[Stored items]
%%
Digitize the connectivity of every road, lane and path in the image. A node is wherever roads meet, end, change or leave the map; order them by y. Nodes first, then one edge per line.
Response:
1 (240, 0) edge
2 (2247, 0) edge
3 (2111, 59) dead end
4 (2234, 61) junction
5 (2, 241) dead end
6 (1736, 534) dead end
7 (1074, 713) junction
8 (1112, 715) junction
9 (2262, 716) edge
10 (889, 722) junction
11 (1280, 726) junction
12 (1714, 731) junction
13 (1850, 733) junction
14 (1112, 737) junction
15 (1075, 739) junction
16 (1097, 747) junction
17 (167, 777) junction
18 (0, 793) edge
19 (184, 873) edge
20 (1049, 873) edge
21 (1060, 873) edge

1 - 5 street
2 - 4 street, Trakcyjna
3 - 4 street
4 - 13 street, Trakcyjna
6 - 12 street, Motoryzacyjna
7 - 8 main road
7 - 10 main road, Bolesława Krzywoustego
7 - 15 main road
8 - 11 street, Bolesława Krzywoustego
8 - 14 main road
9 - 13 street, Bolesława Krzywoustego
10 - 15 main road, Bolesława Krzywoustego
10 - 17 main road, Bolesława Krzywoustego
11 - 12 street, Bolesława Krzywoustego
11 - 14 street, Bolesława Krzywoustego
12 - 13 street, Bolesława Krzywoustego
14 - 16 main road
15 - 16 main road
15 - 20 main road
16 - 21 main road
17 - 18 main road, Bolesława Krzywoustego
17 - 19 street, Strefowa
%%
* Activity *
Copy out all of the data exactly, leaving nothing out.

* Problem solution *
Digitize the connectivity of every road, lane and path in the image. A node is wherever roads meet, end, change or leave the map; order them by y. Nodes first, then one edge per line.
Response:
1 (240, 0) edge
2 (2247, 0) edge
3 (2111, 59) dead end
4 (2234, 61) junction
5 (2, 241) dead end
6 (1736, 534) dead end
7 (1074, 713) junction
8 (1112, 715) junction
9 (2262, 716) edge
10 (889, 722) junction
11 (1280, 726) junction
12 (1714, 731) junction
13 (1850, 733) junction
14 (1112, 737) junction
15 (1075, 739) junction
16 (1097, 747) junction
17 (167, 777) junction
18 (0, 793) edge
19 (184, 873) edge
20 (1049, 873) edge
21 (1060, 873) edge

1 - 5 street
2 - 4 street, Trakcyjna
3 - 4 street
4 - 13 street, Trakcyjna
6 - 12 street, Motoryzacyjna
7 - 8 main road
7 - 10 main road, Bolesława Krzywoustego
7 - 15 main road
8 - 11 street, Bolesława Krzywoustego
8 - 14 main road
9 - 13 street, Bolesława Krzywoustego
10 - 15 main road, Bolesława Krzywoustego
10 - 17 main road, Bolesława Krzywoustego
11 - 12 street, Bolesława Krzywoustego
11 - 14 street, Bolesława Krzywoustego
12 - 13 street, Bolesława Krzywoustego
14 - 16 main road
15 - 16 main road
15 - 20 main road
16 - 21 main road
17 - 18 main road, Bolesława Krzywoustego
17 - 19 street, Strefowa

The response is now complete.